### DIRECTIONS FOR THIS TASK:
Copy out the full data exactly as given; pictures should not be included.

### MATERIAL SHOWN:
"""
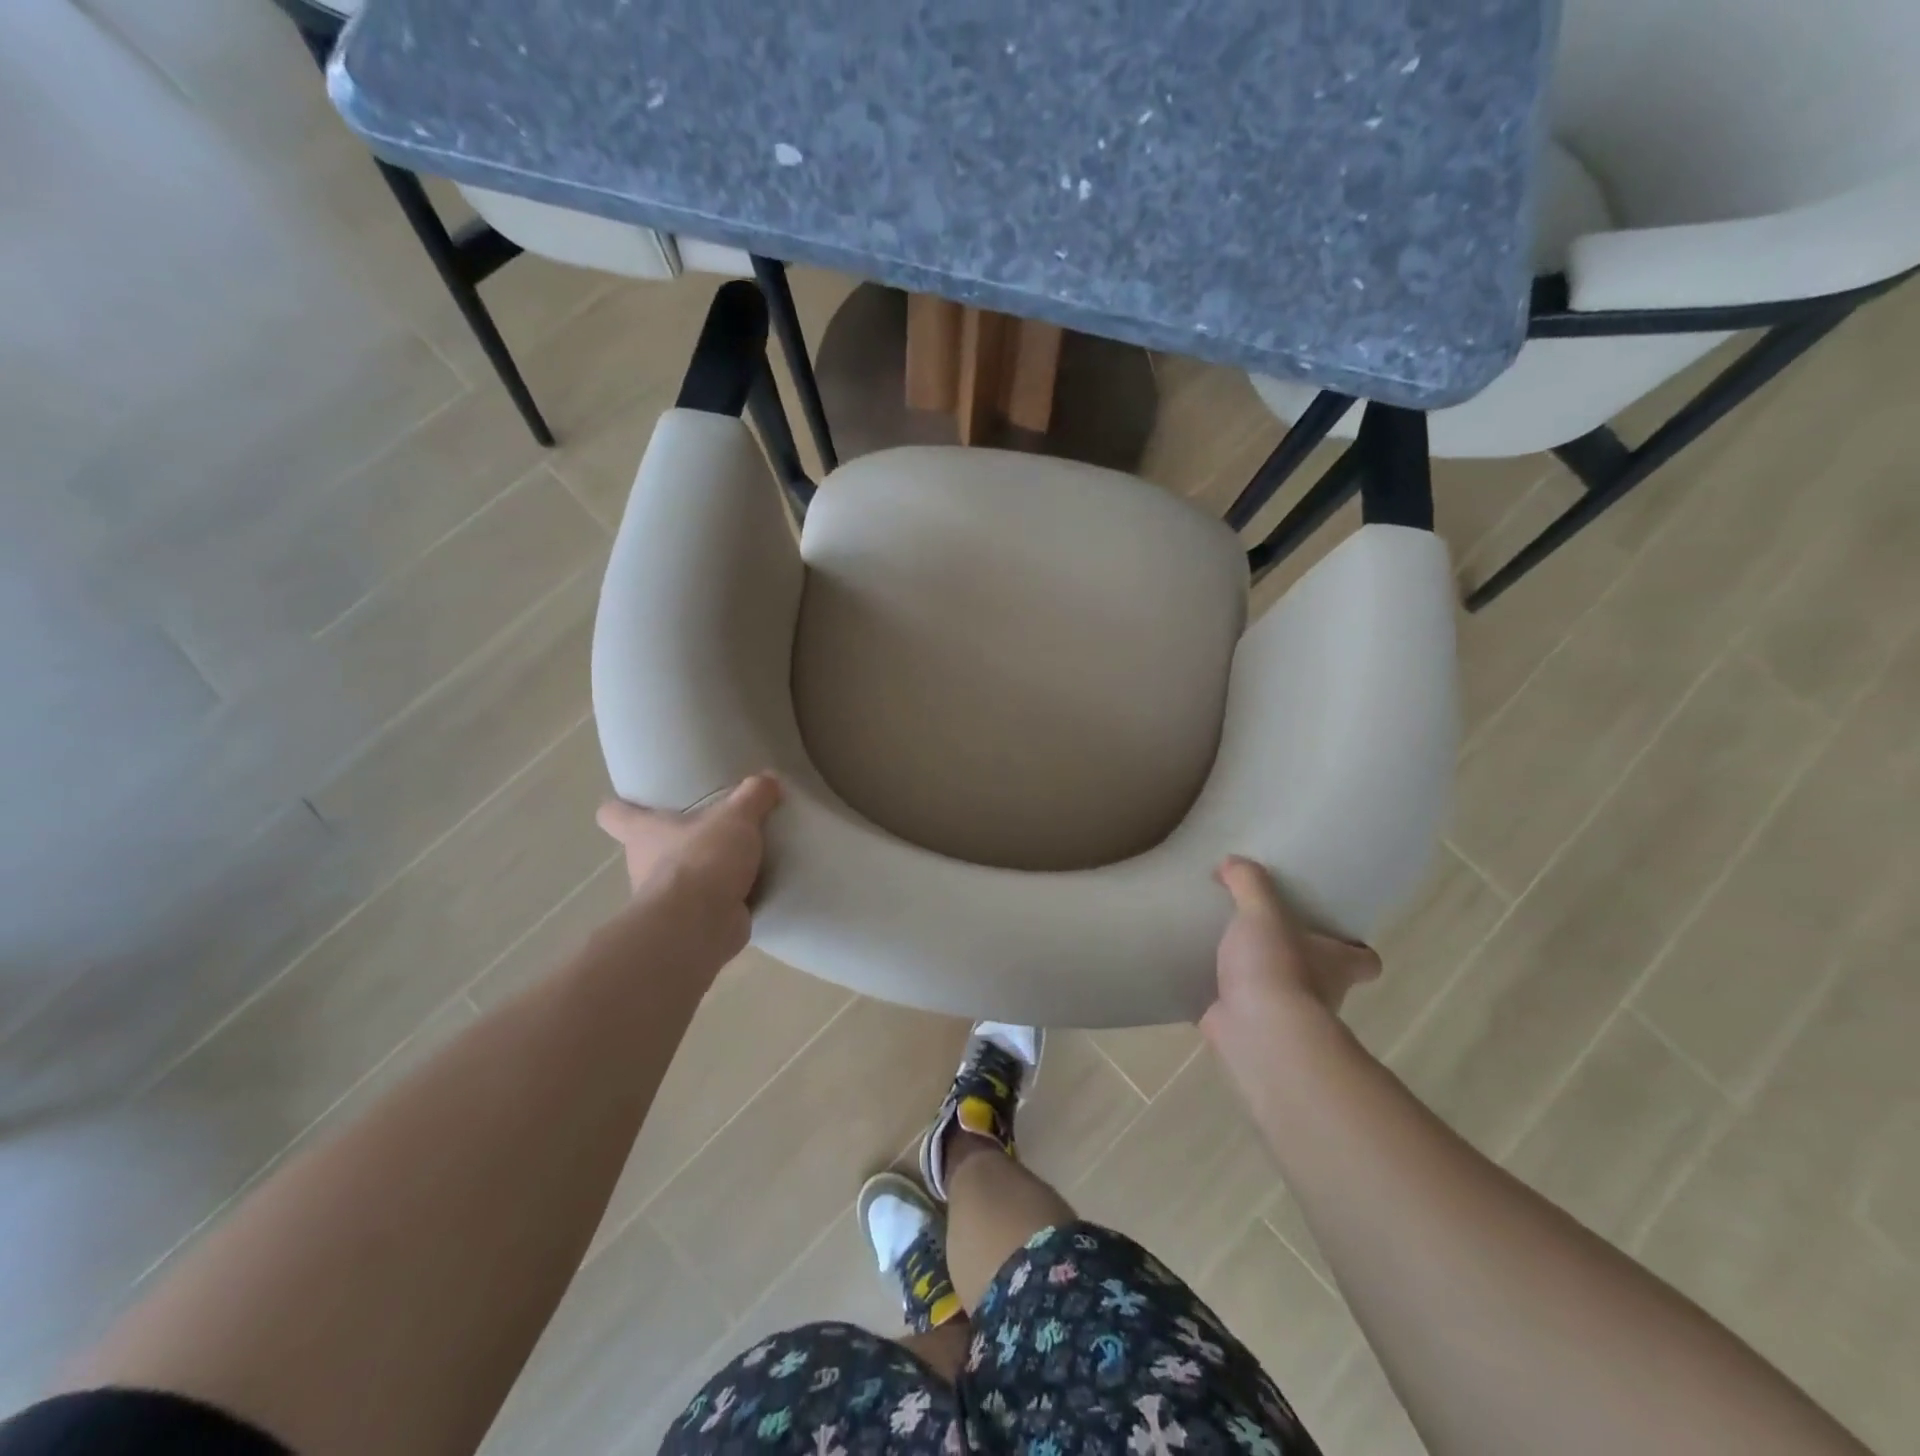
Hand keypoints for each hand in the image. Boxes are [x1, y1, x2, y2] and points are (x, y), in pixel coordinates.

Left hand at [596, 774, 782, 907]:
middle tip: (710, 829)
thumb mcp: (736, 816)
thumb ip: (753, 795)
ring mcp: (664, 899)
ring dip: (702, 872)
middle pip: (649, 848)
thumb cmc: (703, 859)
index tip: (637, 802)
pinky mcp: (688, 923)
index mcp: (643, 833)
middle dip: (676, 841)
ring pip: (678, 879)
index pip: (614, 814)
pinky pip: (705, 906)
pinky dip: (723, 900)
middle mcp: (643, 865)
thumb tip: (769, 778)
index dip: (622, 807)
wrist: (701, 925)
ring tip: (739, 859)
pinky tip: (751, 889)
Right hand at [1200, 857, 1380, 1052]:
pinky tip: (1197, 975)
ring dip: (1256, 976)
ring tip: (1222, 946)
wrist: (1257, 1032)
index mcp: (1336, 964)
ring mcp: (1284, 1016)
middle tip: (1262, 930)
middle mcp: (1320, 993)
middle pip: (1319, 973)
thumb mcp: (1263, 912)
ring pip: (1277, 992)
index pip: (1364, 959)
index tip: (1333, 931)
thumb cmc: (1276, 968)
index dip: (1354, 946)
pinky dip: (1221, 996)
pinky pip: (1235, 1008)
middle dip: (1296, 956)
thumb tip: (1231, 863)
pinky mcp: (1249, 1029)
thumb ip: (1250, 883)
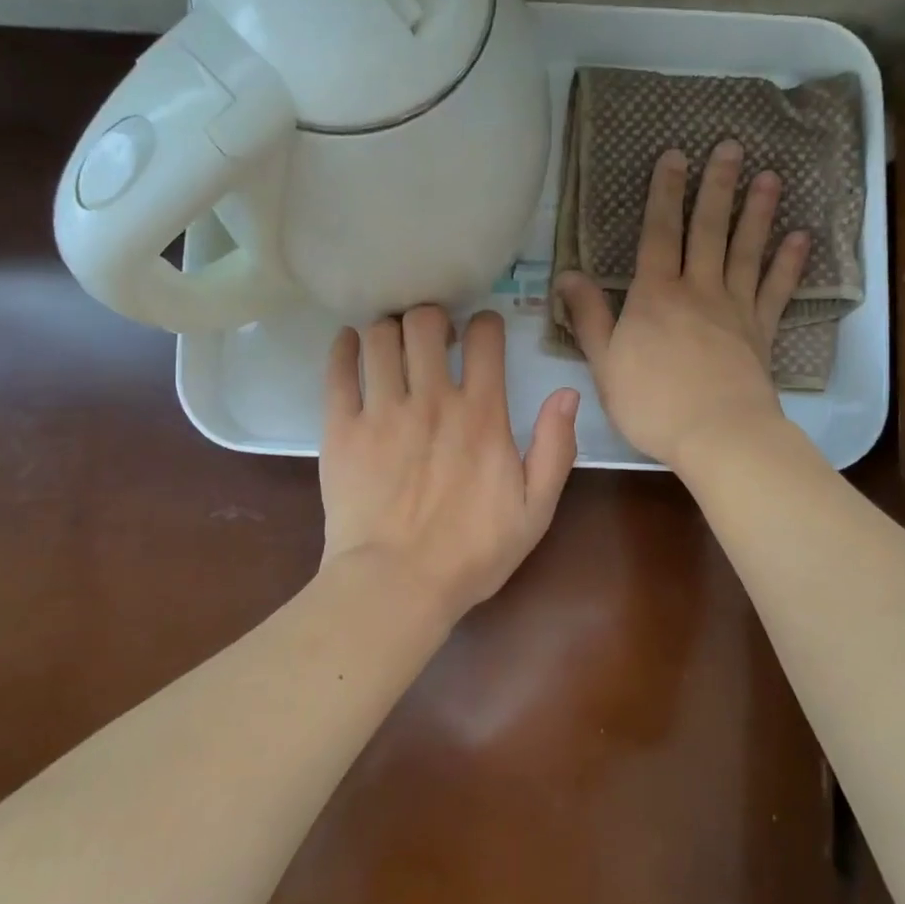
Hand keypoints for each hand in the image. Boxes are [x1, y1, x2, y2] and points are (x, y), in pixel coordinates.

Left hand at [319, 305, 579, 621]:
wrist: (396, 585)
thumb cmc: (471, 553)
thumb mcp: (535, 510)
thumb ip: (555, 449)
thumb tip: (566, 394)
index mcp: (481, 414)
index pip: (485, 338)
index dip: (486, 324)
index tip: (482, 333)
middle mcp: (431, 399)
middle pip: (425, 322)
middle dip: (432, 318)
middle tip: (432, 337)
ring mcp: (381, 410)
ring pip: (380, 337)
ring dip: (389, 329)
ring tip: (393, 344)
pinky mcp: (341, 428)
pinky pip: (338, 369)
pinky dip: (343, 347)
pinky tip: (349, 344)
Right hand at [555, 141, 806, 472]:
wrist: (718, 433)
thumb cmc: (652, 402)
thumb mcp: (604, 362)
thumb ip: (588, 316)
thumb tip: (566, 274)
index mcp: (655, 295)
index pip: (659, 233)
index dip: (665, 193)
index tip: (674, 156)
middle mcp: (698, 290)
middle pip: (707, 230)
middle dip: (716, 187)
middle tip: (729, 147)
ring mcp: (735, 308)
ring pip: (746, 250)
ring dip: (757, 212)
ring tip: (768, 176)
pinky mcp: (761, 332)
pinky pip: (776, 289)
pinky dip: (789, 263)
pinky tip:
"""
### ANSWER SPACE:
Hand keypoints for each hand in the image. Boxes are [x1, y1, x2, y2] and points are (x, y), in pixel coordinates.

Left hand at [596, 774, 782, 907]:
middle tip: (710, 829)
thumb mcp: (736, 816)
thumb ip: (753, 795)
ring mcp: (664, 899)
ring dip: (702, 872)
middle pip: (649, 848)
thumb cmc: (703, 859)
index tip: (637, 802)
pinky mcp: (688, 923)
index mcp: (643, 833)
middle dip: (676, 841)
ring pip: (678, 879)
index pip: (614, 814)
pinky pip: (705, 906)
pinky dip: (723, 900)
middle mcp: (643, 865)
thumb tip: (769, 778)
index dip: (622, 807)
wrist: (701, 925)
ring tip: (739, 859)
pinky tip: (751, 889)
Right hand at [1200, 857, 1380, 1052]:
pinky tip: (1197, 975)
ring dip: (1256, 976)
ring tip: (1222, 946)
wrist: (1257, 1032)
index mcp: (1336, 964)
ring mcp: (1284, 1016)
middle tip: (1262, 930)
middle mcp: (1320, 993)
middle pip: (1319, 973)
thumb mcp: (1263, 912)
ring pip: (1277, 992)
index pip: (1364, 959)
index tip: (1333, 931)
thumb cmc: (1276, 968)
index dip: (1354, 946)
pinky dip: (1221, 996)
pinky pip: (1235, 1008)
middle dip: (1296, 956)
thumb tip: (1231, 863)
pinky mcp: (1249, 1029)
thumb ip: (1250, 883)
Hand keypoints for each hand in the image. Boxes are [x1, y1, x2, y2] and points are (x, y), in pixel coordinates.

Left hand at [319, 305, 579, 621]:
wrist: (396, 585)
thumb cmc: (471, 553)
thumb mcp: (535, 510)
thumb ip: (555, 449)
thumb tip: (566, 394)
index mcp: (481, 414)
index pip: (485, 338)
index dip: (486, 324)
index tip: (482, 333)
middle mcp: (431, 399)
middle pip: (425, 322)
middle dip: (432, 318)
middle tip: (432, 337)
ring mcp: (381, 410)
ring pip: (380, 337)
ring dip: (389, 329)
ring tip: (393, 344)
pinky mcp: (341, 428)
pinky pip: (338, 369)
pinky dip: (343, 347)
pinky tip: (349, 344)
Right hand at [555, 141, 806, 472]:
wrist: (718, 433)
thumb cmc: (652, 402)
thumb mcp: (604, 362)
thumb ip: (588, 316)
thumb tip: (566, 274)
index mcp: (655, 295)
index pip: (659, 233)
index dip: (665, 193)
index tip: (674, 156)
middle mcp: (698, 290)
middle pip: (707, 230)
middle dip: (716, 187)
middle tip: (729, 147)
ring mcp: (735, 308)
ring pip: (746, 250)
ring dip: (757, 212)
ring tip: (768, 176)
pinky mcp: (761, 332)
pinky pip: (776, 289)
pinky dip: (789, 263)
pinky tip:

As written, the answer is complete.